### EXERCISE
Wherever the word "Władysława" occurs in the lines below, copy the whole line.

[[ EXTRACTED ENTRIES, beginning ]]

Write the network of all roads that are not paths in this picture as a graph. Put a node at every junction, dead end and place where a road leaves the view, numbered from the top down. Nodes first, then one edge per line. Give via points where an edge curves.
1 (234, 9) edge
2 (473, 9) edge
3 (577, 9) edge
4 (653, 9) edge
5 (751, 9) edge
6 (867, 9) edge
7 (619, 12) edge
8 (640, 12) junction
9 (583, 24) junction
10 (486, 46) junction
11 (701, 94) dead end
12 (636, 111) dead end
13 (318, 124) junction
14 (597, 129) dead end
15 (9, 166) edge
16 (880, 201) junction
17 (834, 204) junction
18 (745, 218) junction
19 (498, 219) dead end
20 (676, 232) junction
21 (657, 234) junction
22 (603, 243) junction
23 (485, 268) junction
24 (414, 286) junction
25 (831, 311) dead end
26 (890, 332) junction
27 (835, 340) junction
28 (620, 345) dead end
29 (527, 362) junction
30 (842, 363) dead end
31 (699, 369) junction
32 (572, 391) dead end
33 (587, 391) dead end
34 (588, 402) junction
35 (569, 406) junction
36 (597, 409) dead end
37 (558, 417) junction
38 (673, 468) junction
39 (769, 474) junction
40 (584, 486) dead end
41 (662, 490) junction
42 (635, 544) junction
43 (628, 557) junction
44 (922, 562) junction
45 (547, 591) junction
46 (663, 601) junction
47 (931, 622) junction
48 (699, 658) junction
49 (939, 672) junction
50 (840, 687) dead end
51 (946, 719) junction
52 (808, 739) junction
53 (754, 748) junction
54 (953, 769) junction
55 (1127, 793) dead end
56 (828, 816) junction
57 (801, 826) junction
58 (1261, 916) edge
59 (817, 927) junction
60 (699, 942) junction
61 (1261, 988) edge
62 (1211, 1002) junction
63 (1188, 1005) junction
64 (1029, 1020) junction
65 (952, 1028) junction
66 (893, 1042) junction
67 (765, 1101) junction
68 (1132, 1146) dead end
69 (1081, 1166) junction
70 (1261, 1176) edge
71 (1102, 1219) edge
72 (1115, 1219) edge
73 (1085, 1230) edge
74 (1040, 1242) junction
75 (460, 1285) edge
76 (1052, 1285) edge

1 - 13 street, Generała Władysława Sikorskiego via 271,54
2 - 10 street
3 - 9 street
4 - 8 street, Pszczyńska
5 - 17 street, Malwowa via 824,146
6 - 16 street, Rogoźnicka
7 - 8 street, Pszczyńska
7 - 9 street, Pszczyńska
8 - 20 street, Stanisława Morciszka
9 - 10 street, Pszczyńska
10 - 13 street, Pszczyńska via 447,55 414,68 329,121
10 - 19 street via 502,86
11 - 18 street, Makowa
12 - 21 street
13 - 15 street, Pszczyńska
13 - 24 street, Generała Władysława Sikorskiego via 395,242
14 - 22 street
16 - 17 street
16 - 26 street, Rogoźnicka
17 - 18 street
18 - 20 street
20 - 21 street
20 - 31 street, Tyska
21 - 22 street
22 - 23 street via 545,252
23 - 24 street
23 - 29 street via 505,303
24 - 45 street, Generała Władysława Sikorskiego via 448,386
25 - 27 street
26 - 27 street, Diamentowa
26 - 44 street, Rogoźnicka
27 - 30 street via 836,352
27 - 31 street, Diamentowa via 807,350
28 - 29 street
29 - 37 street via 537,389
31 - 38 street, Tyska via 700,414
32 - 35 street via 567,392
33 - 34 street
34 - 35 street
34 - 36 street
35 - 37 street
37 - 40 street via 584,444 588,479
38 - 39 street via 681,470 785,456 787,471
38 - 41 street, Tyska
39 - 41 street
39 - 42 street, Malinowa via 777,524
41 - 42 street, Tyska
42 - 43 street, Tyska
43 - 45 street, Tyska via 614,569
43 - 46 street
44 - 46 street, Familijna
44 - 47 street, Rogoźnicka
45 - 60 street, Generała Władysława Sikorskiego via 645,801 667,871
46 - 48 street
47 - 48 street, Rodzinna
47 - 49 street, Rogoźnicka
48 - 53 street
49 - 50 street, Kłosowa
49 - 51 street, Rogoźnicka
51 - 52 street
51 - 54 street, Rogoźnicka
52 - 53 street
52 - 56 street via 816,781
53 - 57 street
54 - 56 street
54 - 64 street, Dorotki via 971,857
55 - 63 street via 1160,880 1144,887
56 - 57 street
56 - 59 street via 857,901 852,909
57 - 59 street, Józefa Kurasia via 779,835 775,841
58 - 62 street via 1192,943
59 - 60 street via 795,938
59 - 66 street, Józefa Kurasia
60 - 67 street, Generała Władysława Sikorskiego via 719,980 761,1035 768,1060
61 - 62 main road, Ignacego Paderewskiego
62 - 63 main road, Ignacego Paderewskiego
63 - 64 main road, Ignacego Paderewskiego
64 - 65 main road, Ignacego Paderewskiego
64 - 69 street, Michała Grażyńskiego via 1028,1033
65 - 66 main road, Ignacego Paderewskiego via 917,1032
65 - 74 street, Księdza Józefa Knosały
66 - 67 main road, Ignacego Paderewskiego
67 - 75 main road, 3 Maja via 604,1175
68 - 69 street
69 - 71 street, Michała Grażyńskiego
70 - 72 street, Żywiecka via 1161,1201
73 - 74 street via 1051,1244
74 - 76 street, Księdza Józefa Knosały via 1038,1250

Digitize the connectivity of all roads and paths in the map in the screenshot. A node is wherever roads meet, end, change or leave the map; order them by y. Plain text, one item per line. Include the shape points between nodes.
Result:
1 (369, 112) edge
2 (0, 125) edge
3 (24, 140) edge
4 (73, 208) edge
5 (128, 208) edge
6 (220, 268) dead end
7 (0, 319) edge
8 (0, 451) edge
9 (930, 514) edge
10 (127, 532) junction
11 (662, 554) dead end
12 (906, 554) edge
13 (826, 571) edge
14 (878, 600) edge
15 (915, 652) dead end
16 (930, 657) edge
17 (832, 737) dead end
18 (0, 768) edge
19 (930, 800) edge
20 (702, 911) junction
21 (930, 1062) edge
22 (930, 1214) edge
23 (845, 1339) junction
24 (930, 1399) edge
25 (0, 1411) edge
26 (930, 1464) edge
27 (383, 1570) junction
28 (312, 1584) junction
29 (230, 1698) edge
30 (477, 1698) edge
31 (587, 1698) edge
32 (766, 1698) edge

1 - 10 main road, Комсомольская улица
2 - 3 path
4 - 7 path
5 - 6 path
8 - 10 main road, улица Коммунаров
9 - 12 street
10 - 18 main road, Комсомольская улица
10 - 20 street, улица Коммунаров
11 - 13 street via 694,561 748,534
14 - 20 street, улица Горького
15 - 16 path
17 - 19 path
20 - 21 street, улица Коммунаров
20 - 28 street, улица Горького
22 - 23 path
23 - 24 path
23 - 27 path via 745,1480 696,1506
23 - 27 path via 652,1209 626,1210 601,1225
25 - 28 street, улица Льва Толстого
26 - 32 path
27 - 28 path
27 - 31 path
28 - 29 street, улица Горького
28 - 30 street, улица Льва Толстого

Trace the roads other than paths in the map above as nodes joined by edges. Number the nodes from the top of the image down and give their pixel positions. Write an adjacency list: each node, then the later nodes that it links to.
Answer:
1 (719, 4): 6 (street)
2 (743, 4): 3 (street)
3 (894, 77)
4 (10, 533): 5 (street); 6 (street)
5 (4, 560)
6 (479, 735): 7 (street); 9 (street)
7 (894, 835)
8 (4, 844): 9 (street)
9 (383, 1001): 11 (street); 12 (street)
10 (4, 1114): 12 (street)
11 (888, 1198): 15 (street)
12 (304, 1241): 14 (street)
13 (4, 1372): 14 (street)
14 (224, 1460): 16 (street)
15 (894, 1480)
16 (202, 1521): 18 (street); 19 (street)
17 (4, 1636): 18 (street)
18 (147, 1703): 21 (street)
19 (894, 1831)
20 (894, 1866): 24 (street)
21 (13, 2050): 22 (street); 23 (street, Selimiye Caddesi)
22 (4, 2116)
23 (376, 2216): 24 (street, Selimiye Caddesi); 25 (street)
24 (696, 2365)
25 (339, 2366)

[[ EXTRACTED ENTRIES, end ]]

### TASK RESULT
1 - 13 street, Generała Władysława Sikorskiego via 271,54
13 - 24 street, Generała Władysława Sikorskiego via 395,242
24 - 45 street, Generała Władysława Sikorskiego via 448,386
45 - 60 street, Generała Władysława Sikorskiego via 645,801 667,871
60 - 67 street, Generała Władysława Sikorskiego via 719,980 761,1035 768,1060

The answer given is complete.